A review by liralen
Beneath Wandering Stars by Ashlee Cowles

4.0

I miss the Camino—I miss the friends I made walking it, I miss having nothing to do but walk, I miss the satisfaction of throbbingly sore feet at the end of the day. But it'll be a while before I can do anything like it again, so in the meantime...books.

Beneath Wandering Stars is one of the few fictional accounts I've found of the Camino. Here, Gabi takes to the road in the name of her older brother, Lucas, who has been severely wounded in Afghanistan. (The cover copy says that she's honouring a vow, but that's not true—prior to her brother's injury, Gabi had heard of the Camino, but that's it. She learns from Lucas's best friend, Seth, that Lucas wanted them to do the Camino if he were to be injured or killed.) She's accompanied by Seth, who is also a soldier and served with Lucas in Afghanistan.

As a book, separate from my personal knowledge of the Camino, I appreciate that Cowles brings a lot more in here that the Camino itself—there are layers of story. The Camino does not much matter to Gabi except that it gives her some tenuous connection to her brother and lets her hope that, just maybe, she's doing something that will help him.

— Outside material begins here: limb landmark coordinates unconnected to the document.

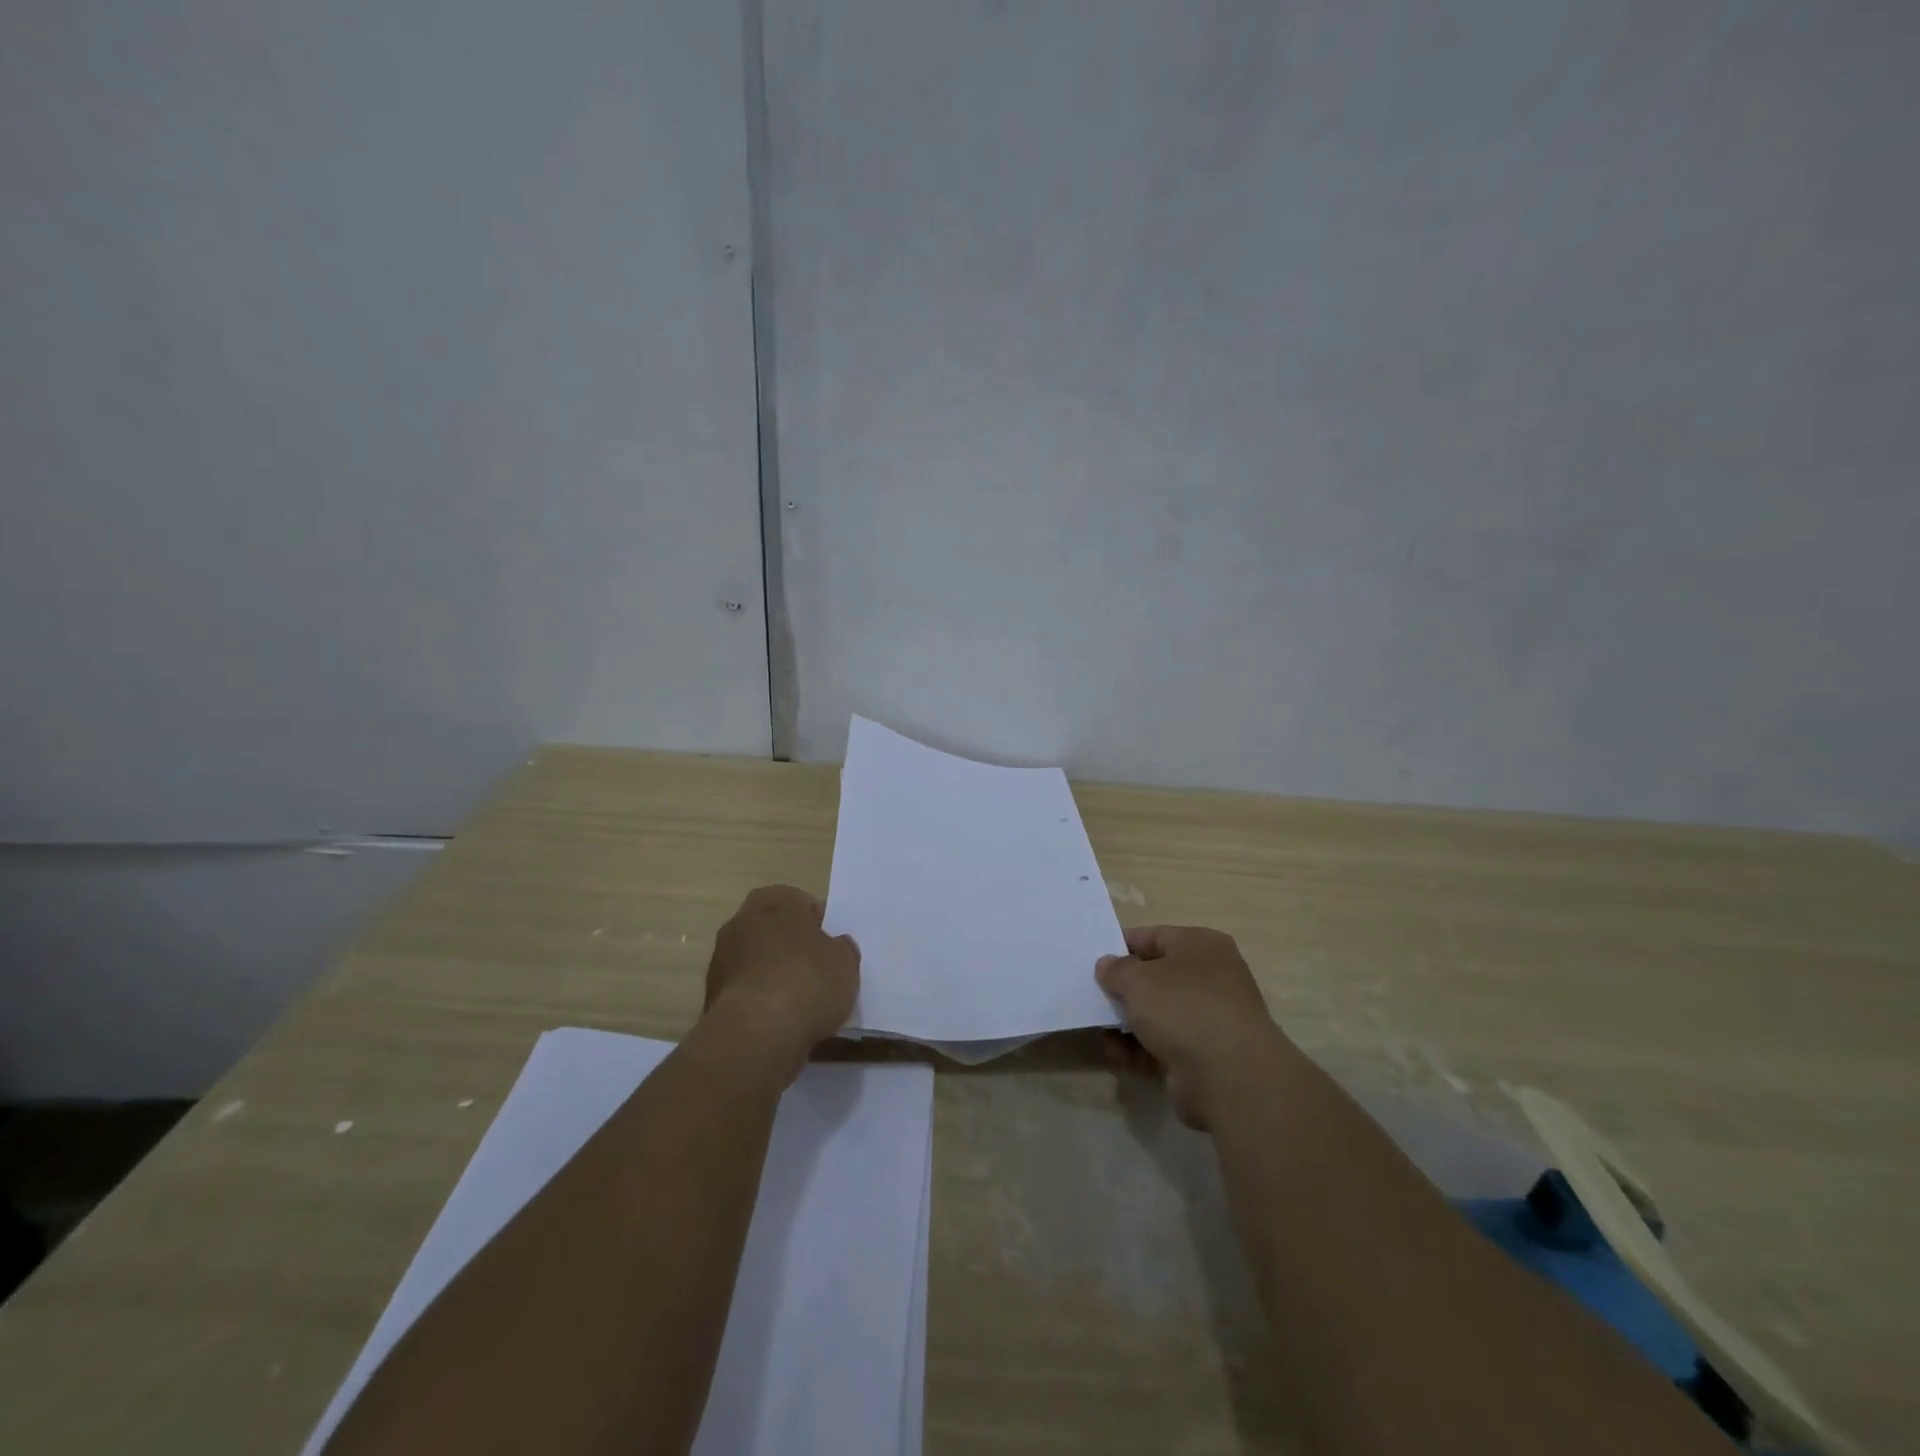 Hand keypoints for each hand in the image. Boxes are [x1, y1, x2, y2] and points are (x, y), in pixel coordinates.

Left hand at [704, 885, 858, 1080]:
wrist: (755, 1033)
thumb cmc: (807, 982)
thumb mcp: (846, 962)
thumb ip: (842, 948)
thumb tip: (835, 946)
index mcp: (775, 901)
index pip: (801, 902)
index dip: (819, 924)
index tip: (831, 948)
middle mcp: (742, 921)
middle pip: (775, 929)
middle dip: (792, 947)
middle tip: (817, 971)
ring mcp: (722, 958)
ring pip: (757, 960)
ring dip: (774, 974)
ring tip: (800, 1002)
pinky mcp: (711, 995)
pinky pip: (746, 989)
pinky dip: (760, 1000)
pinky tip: (780, 1020)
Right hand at [1096, 925, 1288, 1129]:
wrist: (1228, 1075)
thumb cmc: (1182, 1006)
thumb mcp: (1137, 978)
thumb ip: (1116, 969)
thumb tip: (1108, 965)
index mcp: (1202, 946)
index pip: (1156, 937)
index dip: (1124, 945)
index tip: (1095, 958)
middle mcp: (1212, 978)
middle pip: (1157, 978)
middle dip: (1124, 989)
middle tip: (1092, 995)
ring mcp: (1210, 1020)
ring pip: (1159, 1015)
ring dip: (1127, 1023)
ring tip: (1099, 1031)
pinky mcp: (1205, 1057)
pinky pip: (1164, 1046)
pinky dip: (1139, 1050)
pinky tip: (1115, 1055) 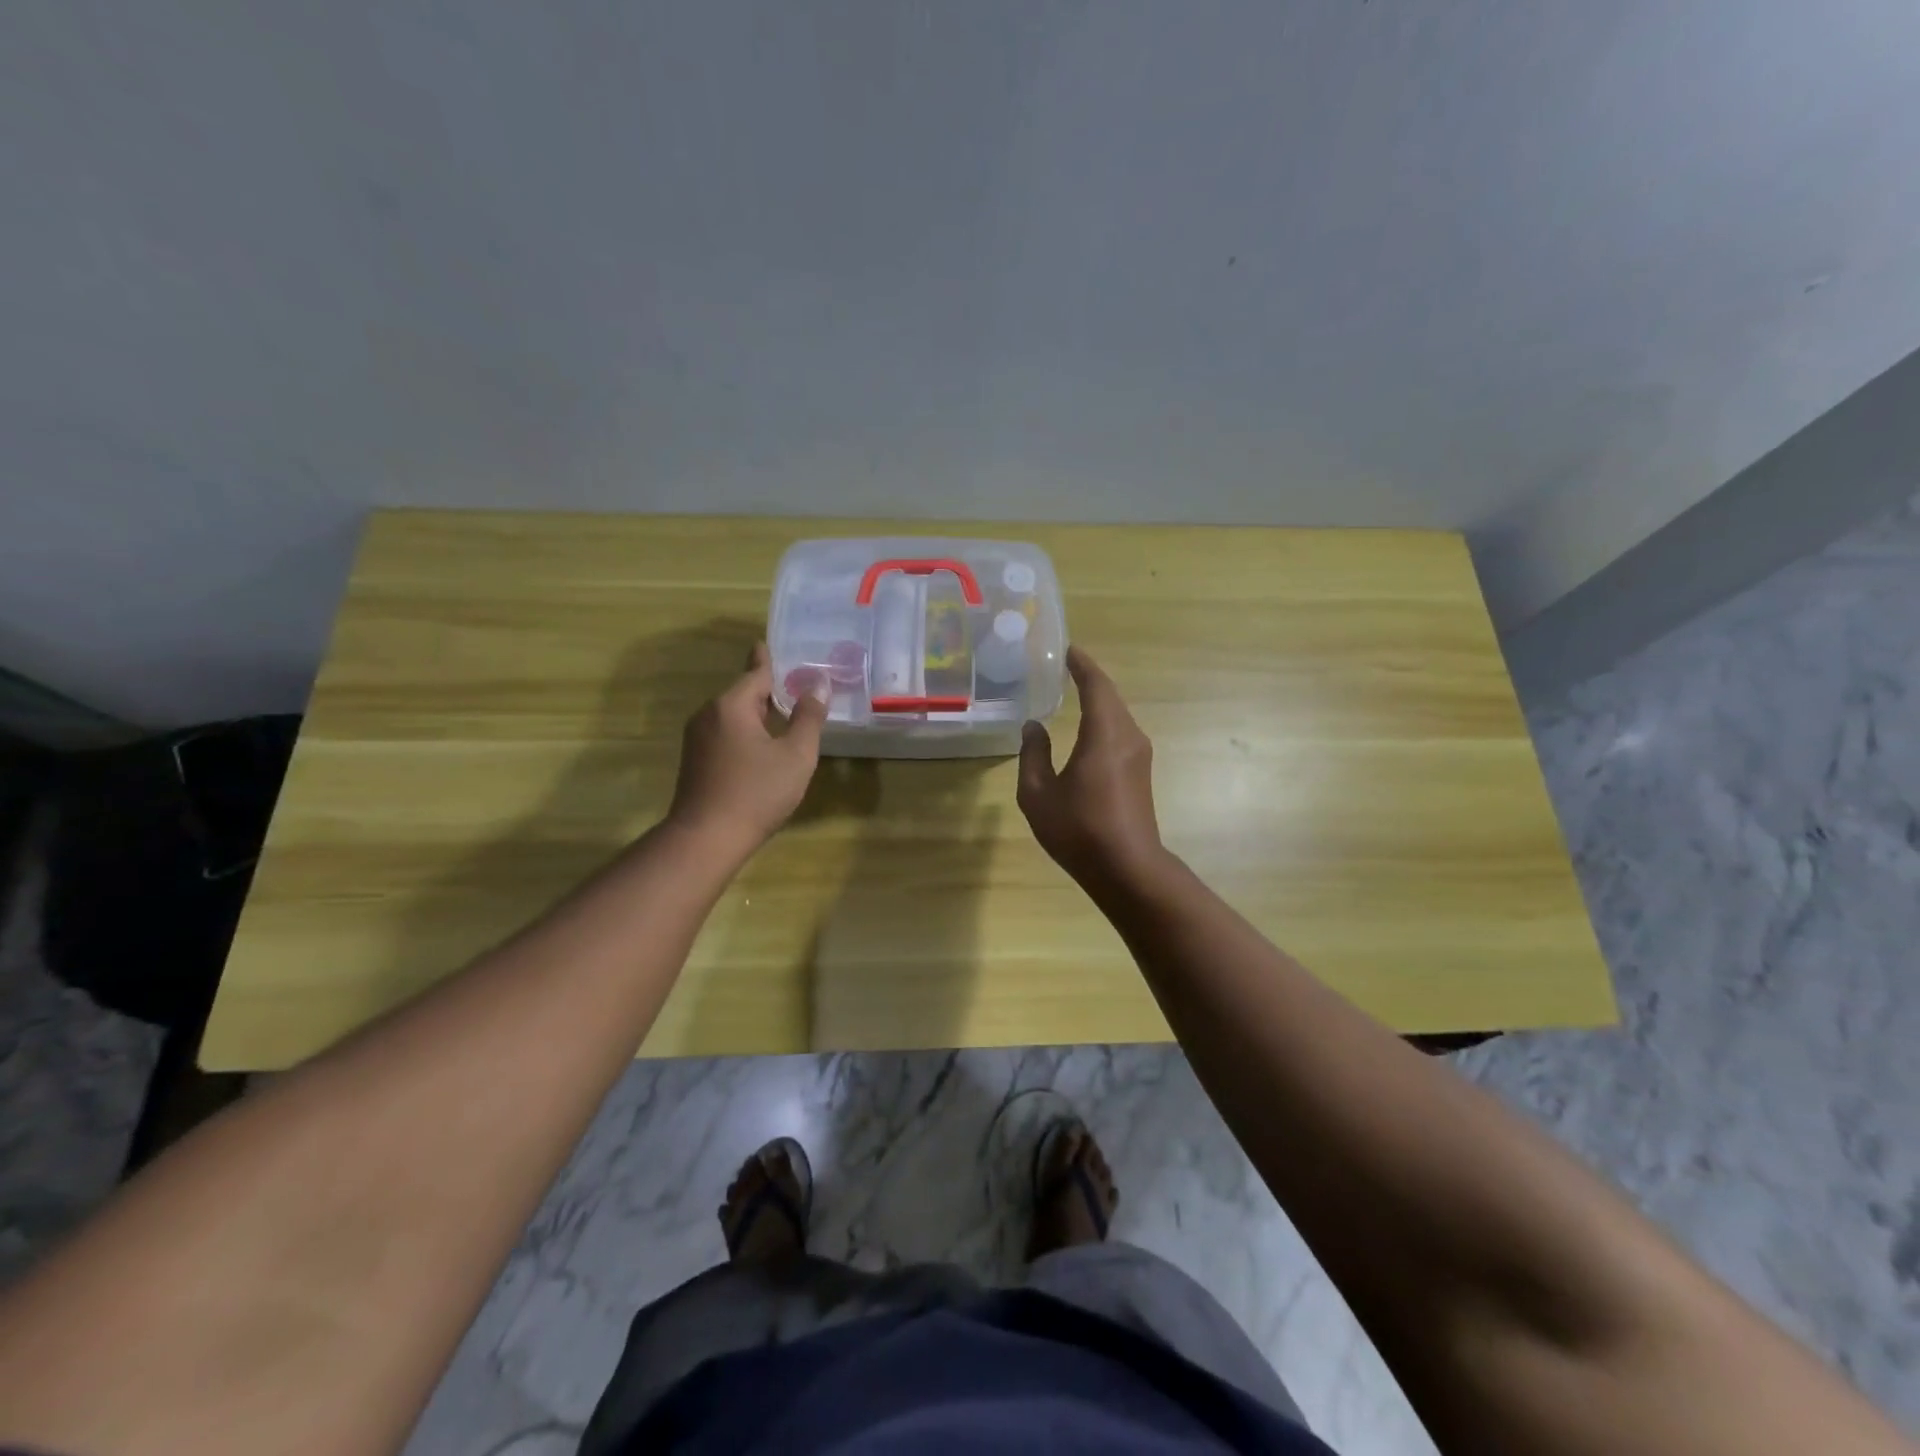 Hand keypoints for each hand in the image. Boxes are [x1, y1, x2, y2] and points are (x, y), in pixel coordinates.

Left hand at [667, 643, 827, 860]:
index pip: (757, 672)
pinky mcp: (695, 760)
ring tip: (786, 714)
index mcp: (731, 705)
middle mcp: (709, 714)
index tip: (773, 644)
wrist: (706, 838)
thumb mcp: (795, 755)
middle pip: (744, 692)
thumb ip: (809, 718)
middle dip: (770, 689)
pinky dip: (747, 731)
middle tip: (798, 686)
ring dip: (759, 713)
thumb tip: (817, 685)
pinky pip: (726, 733)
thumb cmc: (756, 792)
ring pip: (734, 715)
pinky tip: (764, 746)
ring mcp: (697, 738)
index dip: (771, 660)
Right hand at [1018, 647, 1164, 885]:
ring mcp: (1139, 755)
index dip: (1081, 664)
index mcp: (1104, 734)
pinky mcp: (1141, 773)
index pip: (1096, 685)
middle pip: (1110, 696)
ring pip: (1117, 715)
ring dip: (1098, 700)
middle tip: (1064, 667)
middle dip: (1089, 679)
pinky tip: (1085, 730)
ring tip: (1072, 692)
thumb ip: (1032, 754)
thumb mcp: (1038, 794)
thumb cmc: (1079, 829)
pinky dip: (1103, 720)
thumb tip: (1033, 727)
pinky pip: (1120, 733)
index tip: (1067, 649)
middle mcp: (1128, 736)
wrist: (1127, 869) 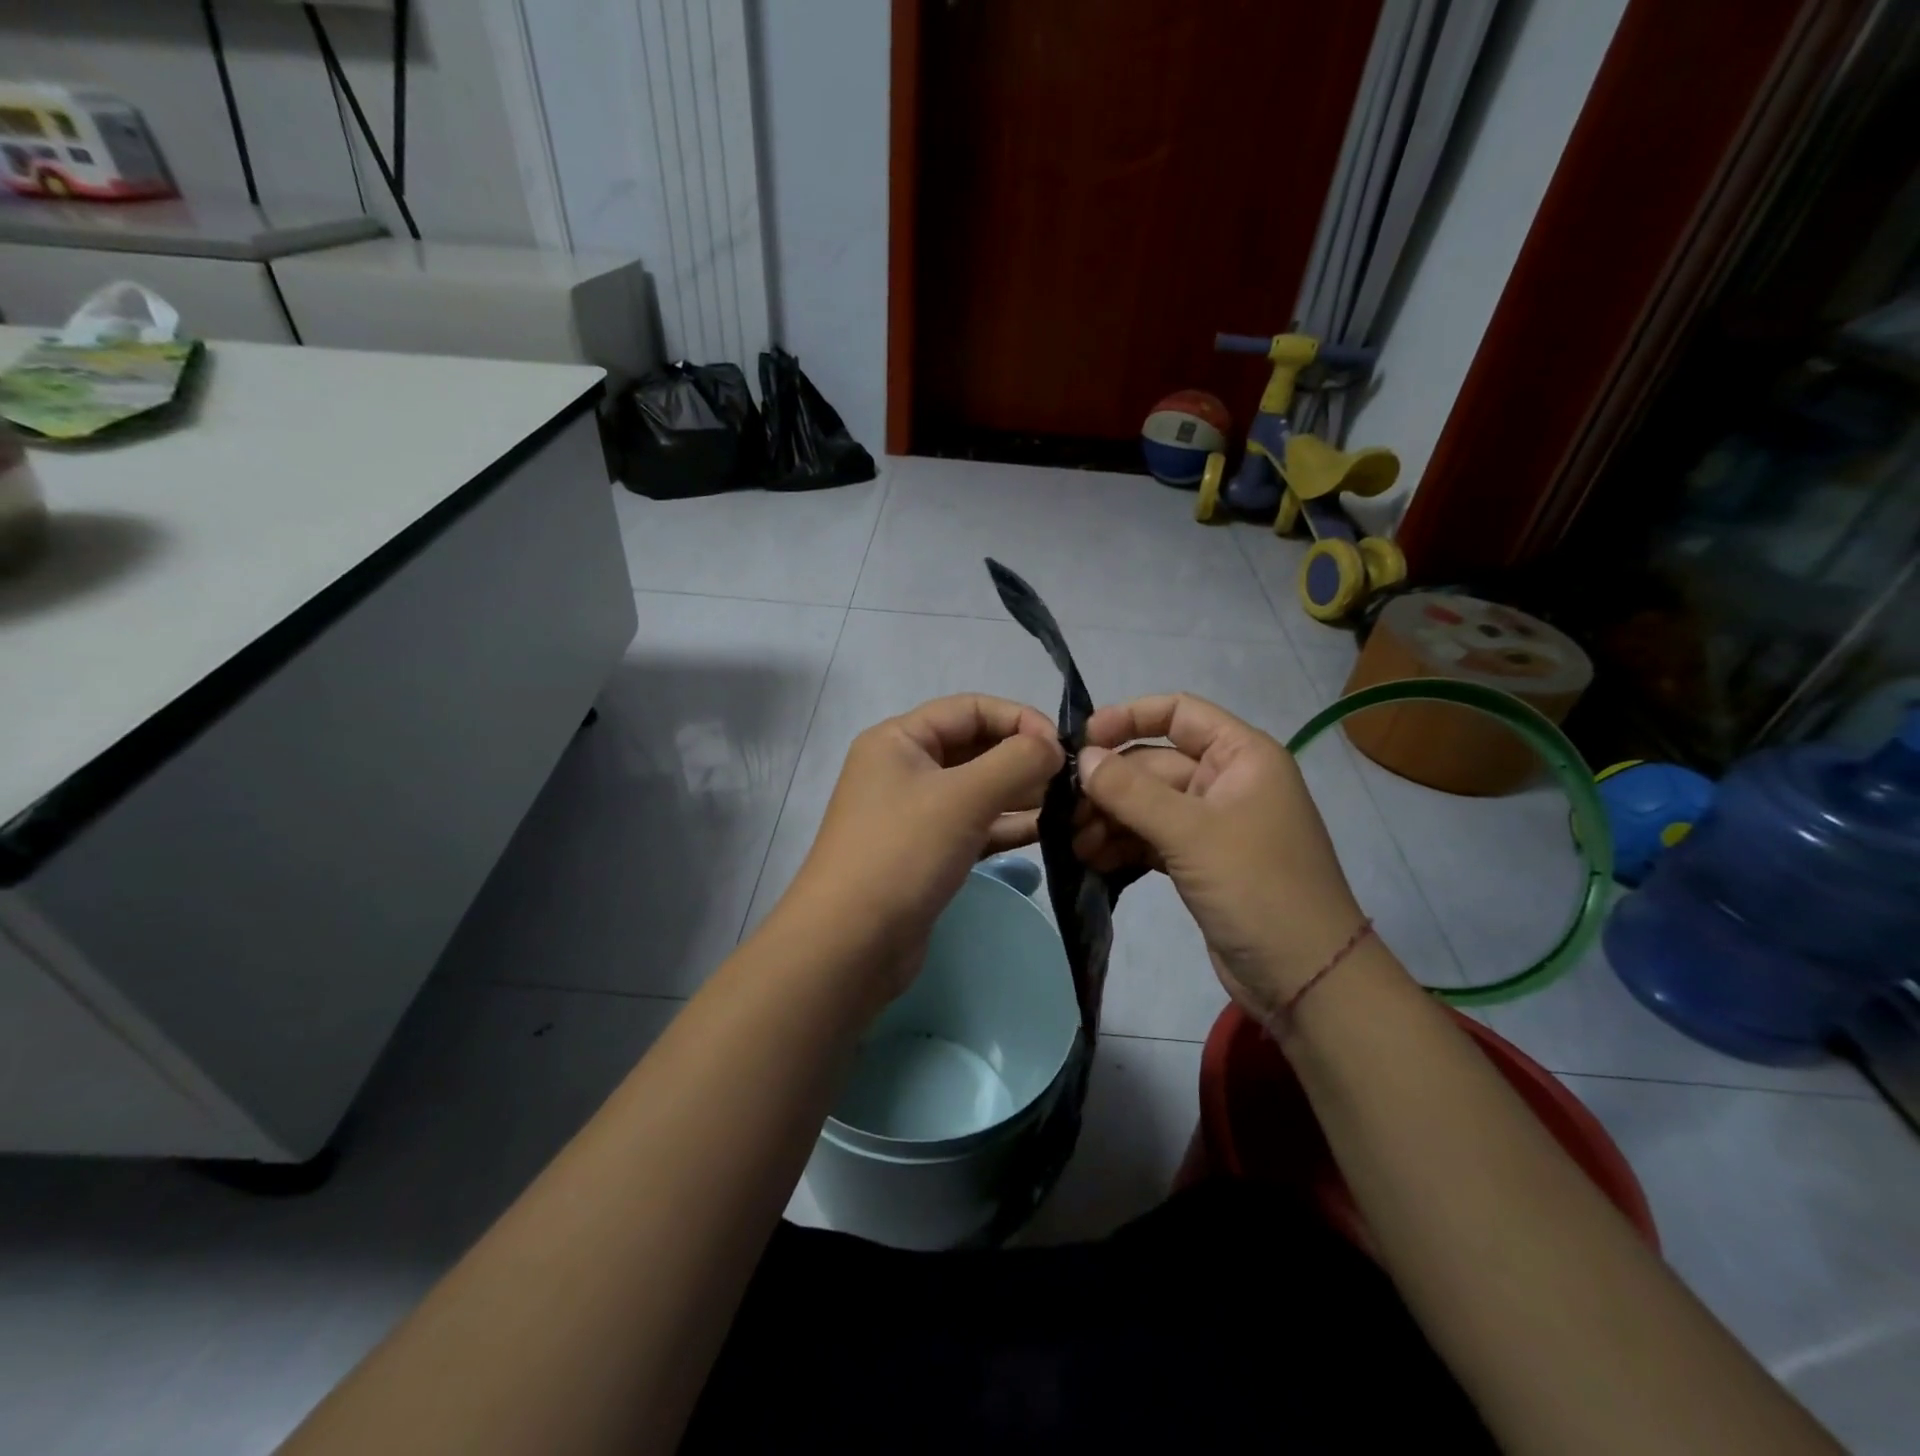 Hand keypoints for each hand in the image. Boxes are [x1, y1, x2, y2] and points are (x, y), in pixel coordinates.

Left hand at [787, 694, 1062, 999]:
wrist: (849, 945)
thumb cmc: (902, 853)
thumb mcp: (963, 797)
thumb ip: (1016, 762)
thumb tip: (1054, 746)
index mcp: (900, 740)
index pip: (970, 709)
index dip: (1019, 718)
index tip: (1063, 746)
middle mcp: (904, 769)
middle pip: (975, 747)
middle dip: (1023, 758)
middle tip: (1074, 779)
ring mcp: (914, 814)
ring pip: (978, 790)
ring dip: (1021, 793)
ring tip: (1071, 804)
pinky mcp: (927, 853)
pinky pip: (974, 826)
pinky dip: (1007, 826)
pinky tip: (1049, 831)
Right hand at [1073, 693, 1366, 1018]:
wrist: (1305, 979)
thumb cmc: (1257, 888)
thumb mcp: (1191, 833)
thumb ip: (1131, 791)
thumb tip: (1082, 757)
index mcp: (1241, 756)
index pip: (1179, 712)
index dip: (1129, 717)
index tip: (1082, 740)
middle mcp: (1226, 781)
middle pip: (1153, 764)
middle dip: (1109, 784)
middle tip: (1064, 809)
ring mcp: (1211, 824)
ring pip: (1146, 805)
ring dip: (1109, 819)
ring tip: (1074, 844)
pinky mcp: (1198, 862)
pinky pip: (1150, 838)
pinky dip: (1122, 845)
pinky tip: (1091, 860)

The way the Camino is depicted here...I'm not sure. Gabi and Seth have a lot more excitement along the way than I'd expect, although nothing impossible and I suppose fiction does tend to up the ante when it can. It's not clear exactly when this is set, but presumably within the last few years, and some of the details are off. For example: to the best of my knowledge, there isn't a direct train from Paris to St.-Jean-Pied-de-Port (a very very common starting point for the Camino, and where Gabi and Seth get started) (53). A French man will not address a girl as 'mon chéri' (58); the appropriate French would be 'ma chérie' (or, more likely, 'ma chère'). The albergue at Roncesvalles is no longer 'a dank and drafty monastery' (62)—I cannot find exact details on the whens and hows, but the present-day albergue has been functioning since 2011 and is clean and modern. I never saw an Internet café that charged 2€ for ten minutes (77)—more like 2€ for an hour. (My personal info is from 2015—I didn't have a smartphone and was reliant on coin-operated computers for email and the like—but posts on Camino forums from earlier years say pretty much the same thing.) Gabi's knowledge of the Camino (and the cathedral in Santiago) is really scattered—she knows what, and where, the Tree of Jesse is, and calls the Pórtico da Gloria by name (230), but has never heard of the botafumeiro (231)...which, I guess so. Maybe. (Not really.)

That's all splitting hairs, I know, and it doesn't really matter except that it's little mismatched details that tend to take me out of a story. A bigger question: Gabi and Seth, due to time constraints, bus through the meseta (a dry, flat stretch of walking—about a week's worth—between Burgos and León). It's not uncommon—a lot of pilgrims choose to skip the meseta, and it's not a 'wrong' thing (to do or to write about), but to me it's a slightly puzzling choice for a fictional narrative, simply because it's such a rich landscape for tension. I rather wonder whether that was a portion of the Camino that Cowles did not walk, and thus a portion that she did not write about?

But. All that being said: This steps outside the bounds of both standard YA and standard Camino memoir, and it's the better for it. Worth the read.